市場がイラン・オマーン協議を注視するなか、ホルムズ海峡の船舶往来は減少

市場がイラン・オマーン協議を注視するなか、ホルムズ海峡の船舶往来は減少

Kplerのデータによると、海峡を通過した船舶は月曜から木曜までで33隻にとどまった。一方、イラク産原油の値引きには製油所の関心が集まったが、安全保障と制裁への懸念から船主は距離を置いた。

ファクトチェック
複数の独立した情報源が、提示された形での主張のあらゆる要素を裏付けている。アナドル通信とロイター(WTVB経由)はいずれも、サウジ船舶に対する海上封鎖作戦の一環として、Yanbu近郊でサウジのタンカーWafaaにミサイルが命中したとするフーシ派の主張を報じている。ロイターはさらに、HormuzおよびBab-el-Mandebを通過する船舶交通量が大幅に減少していることも確認しており、これは主張内のKplerデータへの言及と整合している。
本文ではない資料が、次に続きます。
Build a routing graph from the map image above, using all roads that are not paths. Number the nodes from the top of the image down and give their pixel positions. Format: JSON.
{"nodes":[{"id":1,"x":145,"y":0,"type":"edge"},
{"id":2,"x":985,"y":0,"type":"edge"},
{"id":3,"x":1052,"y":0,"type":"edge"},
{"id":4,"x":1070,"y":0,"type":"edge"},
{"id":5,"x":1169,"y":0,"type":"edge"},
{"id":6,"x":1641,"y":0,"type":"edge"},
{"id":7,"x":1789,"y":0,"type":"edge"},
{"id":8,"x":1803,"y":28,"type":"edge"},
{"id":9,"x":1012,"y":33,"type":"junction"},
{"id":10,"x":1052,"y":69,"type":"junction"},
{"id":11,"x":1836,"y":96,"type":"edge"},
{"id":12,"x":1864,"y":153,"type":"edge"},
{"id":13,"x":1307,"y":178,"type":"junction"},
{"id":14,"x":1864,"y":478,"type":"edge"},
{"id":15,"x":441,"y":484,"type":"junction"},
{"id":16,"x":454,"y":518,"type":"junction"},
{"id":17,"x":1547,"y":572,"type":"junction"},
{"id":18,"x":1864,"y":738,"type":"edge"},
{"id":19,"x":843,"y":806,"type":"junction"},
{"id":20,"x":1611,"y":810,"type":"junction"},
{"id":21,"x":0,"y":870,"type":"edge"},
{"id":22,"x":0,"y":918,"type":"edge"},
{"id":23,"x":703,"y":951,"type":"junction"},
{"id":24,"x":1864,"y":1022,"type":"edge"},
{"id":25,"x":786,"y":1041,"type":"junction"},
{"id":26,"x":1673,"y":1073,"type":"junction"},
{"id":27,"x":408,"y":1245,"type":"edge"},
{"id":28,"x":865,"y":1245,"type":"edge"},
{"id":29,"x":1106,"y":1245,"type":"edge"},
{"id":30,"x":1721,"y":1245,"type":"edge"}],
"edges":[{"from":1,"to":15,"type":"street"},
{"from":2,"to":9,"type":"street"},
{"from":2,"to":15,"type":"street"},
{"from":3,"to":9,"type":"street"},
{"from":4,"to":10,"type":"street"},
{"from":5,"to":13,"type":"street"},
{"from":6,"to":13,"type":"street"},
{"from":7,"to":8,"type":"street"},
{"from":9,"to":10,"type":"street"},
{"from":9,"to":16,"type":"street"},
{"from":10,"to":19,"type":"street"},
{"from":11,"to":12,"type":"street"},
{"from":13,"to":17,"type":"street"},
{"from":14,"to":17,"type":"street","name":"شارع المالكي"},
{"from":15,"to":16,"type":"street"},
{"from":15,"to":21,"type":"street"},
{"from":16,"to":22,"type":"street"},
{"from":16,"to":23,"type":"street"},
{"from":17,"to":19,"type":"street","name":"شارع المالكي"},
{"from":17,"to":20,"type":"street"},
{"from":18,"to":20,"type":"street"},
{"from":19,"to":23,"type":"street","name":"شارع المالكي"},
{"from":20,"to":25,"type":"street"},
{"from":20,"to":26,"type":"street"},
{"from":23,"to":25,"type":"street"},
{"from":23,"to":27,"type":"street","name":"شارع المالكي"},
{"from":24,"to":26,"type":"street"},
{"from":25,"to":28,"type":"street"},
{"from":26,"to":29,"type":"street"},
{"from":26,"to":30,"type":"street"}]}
当該主張はフーシ派の主張("Houthis say")として適切に留保されており、情報源は、サウジアラビア側はこれを確認していないと指摘している。報道の正確性は高い。
要約

ホルムズ海峡を通過する船舶は急減している。Kplerのデータによると、月曜から木曜までの通過隻数は33隻で、1週間前の50隻を下回った。2月28日の米・イスラエル戦争開始を受けてイランが同水路を閉鎖して以降、今週これまでに海峡を出た原油タンカーは6隻にとどまっている。これまでに入航した船舶は計21隻で、大半はイラン側ルートを通った。市場では、航路再開の兆候を探るため、イランとオマーンの協議が注視されている。業界関係者によると、湾内に入る船舶をテヘランの管理下に置く案は、米国の制裁と保険金支払い条項のため実施が難しい。木曜には4隻が海峡を通過し、この中にはイラクのバスラ産原油約200万バレルを積載した超大型原油タンカーNissos Keaが含まれていた。一方、SOMOが8月積みのバスラ・ヘビーおよびバスラ・ミディアム原油に対し1バレル当たり30ドル近い値引きを提示したことを受け、中国とインドの複数の製油所がイラクのバスラ石油ターミナルで積み込む船舶を探したが、成約には至らなかった。紅海では、バブ・エル・マンデブ海峡の通航隻数が木曜に26隻となり、前日の19隻から増加した。一方、LSEGは異なる集計手法で28隻としている。この混乱は、イエメンのフーシ派が紅海北部でサウジアラビアのタンカーWafaaを攻撃したと表明し、別途アデン湾でサウジのタンカーに対する別のミサイル攻撃も主張したことを受け、地域の緊張を一段と高めている。これらの主張はサウジアラビアによって確認されていない。

用語解説
  • ホルムズ海峡: 湾の出口に位置する狭い海運上の要衝で、海上輸送される原油輸出の大きな割合がここを通過する。
  • バブ・エル・マンデブ海峡: 紅海とアデン湾を結ぶ戦略的な海路で、タンカーや貨物船の往来にとって重要である。
  • SOMO: イラクの国営石油販売会社で、同国の原油貨物を販売している。